• WHAT TO PRODUCE
Set down the data again word for word. Skip any pictures.
========================================================================
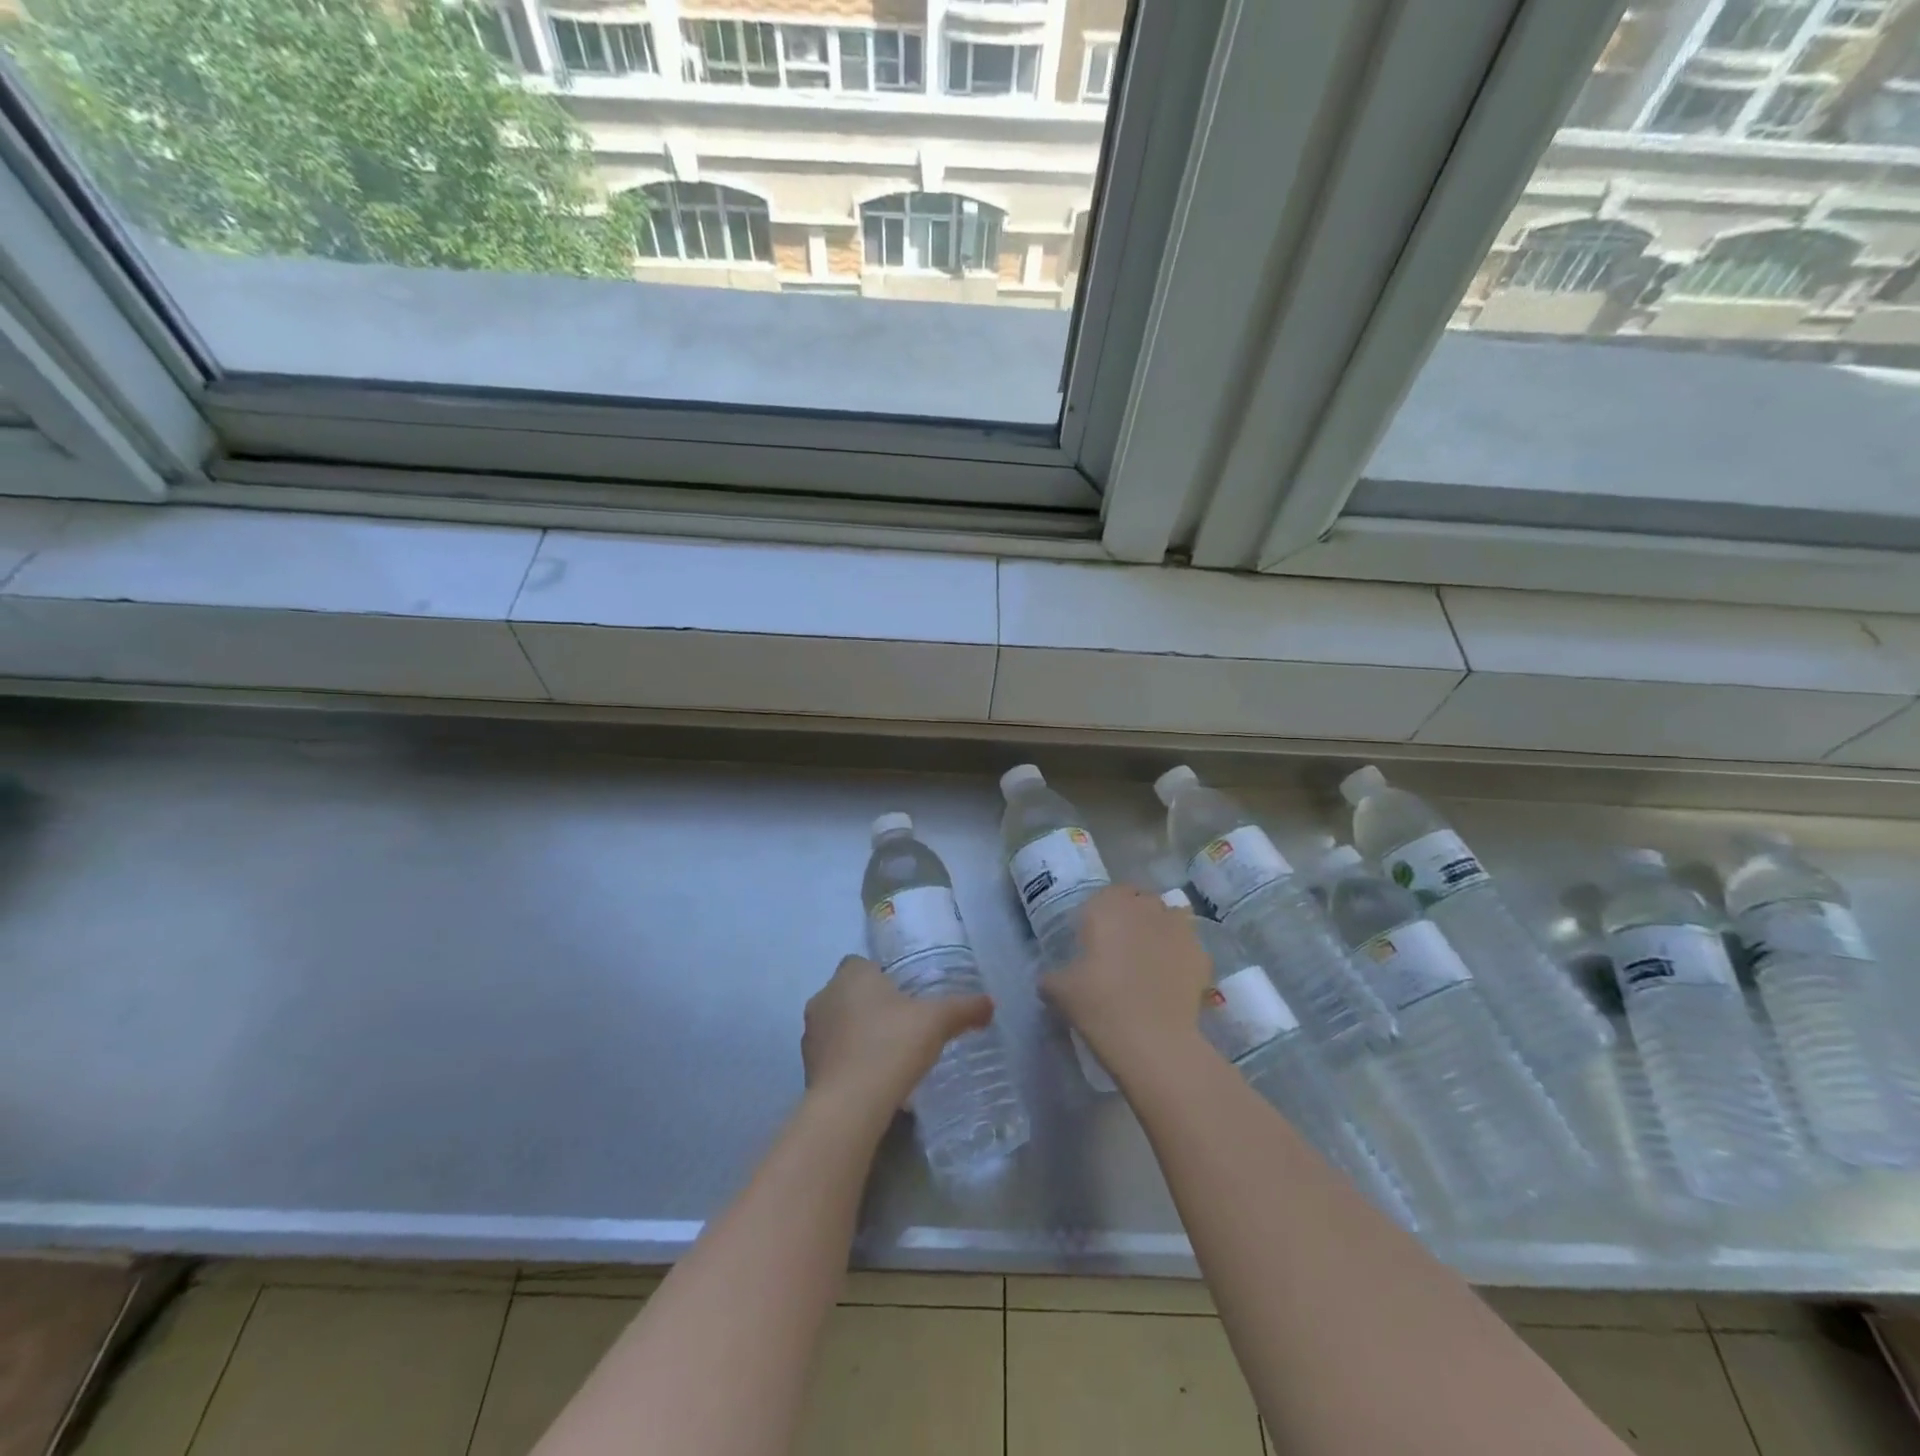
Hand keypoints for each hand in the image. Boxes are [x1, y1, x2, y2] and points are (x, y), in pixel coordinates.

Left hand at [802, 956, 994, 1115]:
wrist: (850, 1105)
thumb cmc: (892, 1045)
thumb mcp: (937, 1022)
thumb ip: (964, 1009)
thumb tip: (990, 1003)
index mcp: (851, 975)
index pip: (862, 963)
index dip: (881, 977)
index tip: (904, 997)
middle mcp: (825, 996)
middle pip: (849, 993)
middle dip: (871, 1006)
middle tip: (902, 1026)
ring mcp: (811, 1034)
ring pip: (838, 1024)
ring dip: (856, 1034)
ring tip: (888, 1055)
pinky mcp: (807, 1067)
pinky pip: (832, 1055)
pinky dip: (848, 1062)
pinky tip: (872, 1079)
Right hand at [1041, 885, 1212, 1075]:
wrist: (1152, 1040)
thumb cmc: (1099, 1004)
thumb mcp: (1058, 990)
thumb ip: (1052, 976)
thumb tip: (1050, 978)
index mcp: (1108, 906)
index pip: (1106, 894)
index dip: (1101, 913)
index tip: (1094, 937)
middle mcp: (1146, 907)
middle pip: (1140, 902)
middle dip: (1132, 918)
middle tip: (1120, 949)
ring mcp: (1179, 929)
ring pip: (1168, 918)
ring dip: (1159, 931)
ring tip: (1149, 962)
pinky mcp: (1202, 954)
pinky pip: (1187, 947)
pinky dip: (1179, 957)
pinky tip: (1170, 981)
========================================================================
• PROBLEM SOLUTION
Hand keypoints for each hand in the image. Boxes are [x1, y1, x2, y2] and points are (x, y), in pixel coordinates.

Left hand at [802, 956, 994, 1115]:
wrist: (850, 1105)
thumb cmc: (892, 1045)
thumb mcp: (937, 1022)
thumb ip: (964, 1009)
thumb tip: (990, 1003)
index mcp: (851, 975)
index pip: (862, 963)
index dip: (881, 977)
index tip: (904, 997)
middle mcp: (825, 996)
middle pip: (849, 993)
middle dip: (871, 1006)
middle tip: (902, 1026)
ring mcp: (811, 1034)
ring pip: (838, 1024)
ring dip: (856, 1034)
ring tip: (888, 1055)
pinky mcp: (807, 1067)
pinky pip: (832, 1055)
pinky dip: (848, 1062)
pinky tip: (872, 1079)
Right hand at [1041, 885, 1212, 1075]:
wrist: (1152, 1040)
thumb cmc: (1099, 1004)
thumb mcp: (1058, 990)
thumb ip: (1052, 976)
thumb tip: (1050, 978)
index mcp: (1108, 906)
index pip: (1106, 894)
index dip: (1101, 913)
index tip: (1094, 937)
middle mcp: (1146, 907)
middle pip: (1140, 902)
middle dip: (1132, 918)
middle tip: (1120, 949)
ring mcp: (1179, 929)
ring pip: (1168, 918)
ring dip: (1159, 931)
ring tip: (1149, 962)
pinky mcp: (1202, 954)
pinky pip: (1187, 947)
pinky dip: (1179, 957)
pinky tip: (1170, 981)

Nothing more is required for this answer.